▶ _Excerpted data_:
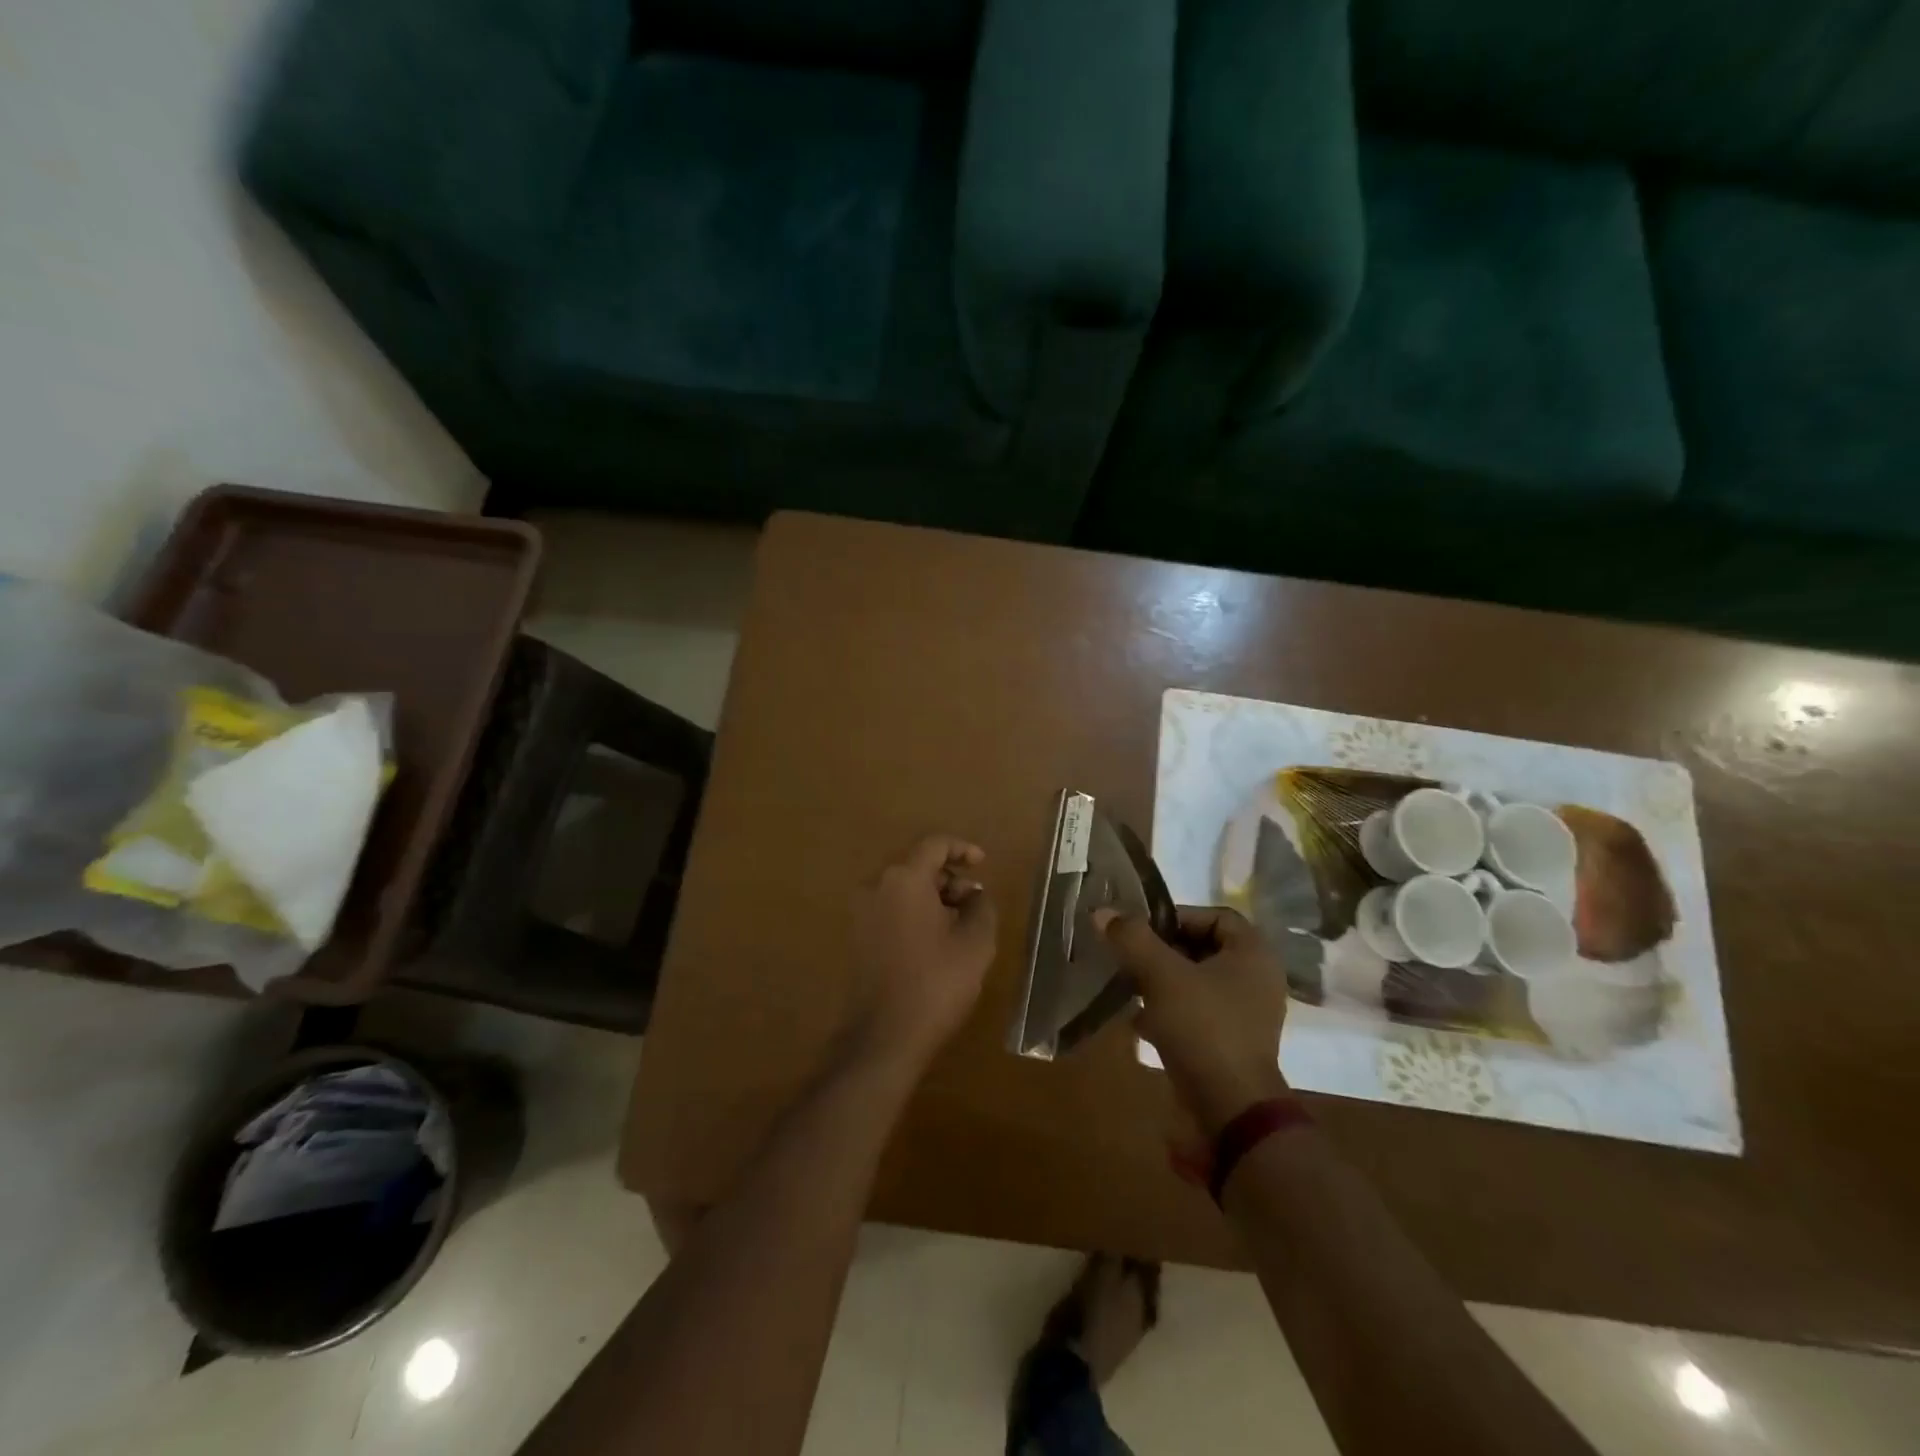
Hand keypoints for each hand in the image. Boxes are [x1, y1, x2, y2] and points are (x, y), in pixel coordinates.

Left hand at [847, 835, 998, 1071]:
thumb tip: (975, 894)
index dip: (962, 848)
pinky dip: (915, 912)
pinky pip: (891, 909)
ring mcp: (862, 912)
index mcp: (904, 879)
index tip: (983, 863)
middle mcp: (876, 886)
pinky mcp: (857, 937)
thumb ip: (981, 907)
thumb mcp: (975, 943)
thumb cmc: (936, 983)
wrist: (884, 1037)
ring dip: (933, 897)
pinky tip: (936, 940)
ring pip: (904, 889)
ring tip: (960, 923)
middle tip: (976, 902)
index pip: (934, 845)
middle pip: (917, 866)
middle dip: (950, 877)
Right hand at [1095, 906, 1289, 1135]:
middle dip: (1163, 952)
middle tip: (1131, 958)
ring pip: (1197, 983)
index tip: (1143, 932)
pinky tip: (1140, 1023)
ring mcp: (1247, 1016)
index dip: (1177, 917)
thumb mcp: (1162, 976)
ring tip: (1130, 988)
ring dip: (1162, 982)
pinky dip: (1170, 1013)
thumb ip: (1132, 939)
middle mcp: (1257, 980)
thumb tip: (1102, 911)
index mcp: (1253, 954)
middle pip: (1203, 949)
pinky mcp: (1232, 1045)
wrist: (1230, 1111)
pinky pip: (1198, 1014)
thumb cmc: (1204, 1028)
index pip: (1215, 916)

▶ _Assigned task_: Reproduce exactly the stretch of the material above that starts at the line with "ring pip: (904, 889)" and ends at the line with "ring dip: (1162, 982)", both included, and nothing else.

▶ _Solution below_:
ring pip: (904, 889)
ring tip: (960, 923)
middle tip: (976, 902)
index pip: (934, 845)
middle pip: (917, 866)
middle dip: (950, 877)
Right hand at [1095, 906, 1289, 1135]:
middle dip: (1163, 952)
middle tip: (1131, 958)
ring pip: (1197, 983)
index tip: (1143, 932)
pinky tip: (1140, 1023)
ring mcp: (1247, 1016)
index dip: (1177, 917)
thumb mcp: (1162, 976)
ring tip: (1130, 988)
ring dip: (1162, 982)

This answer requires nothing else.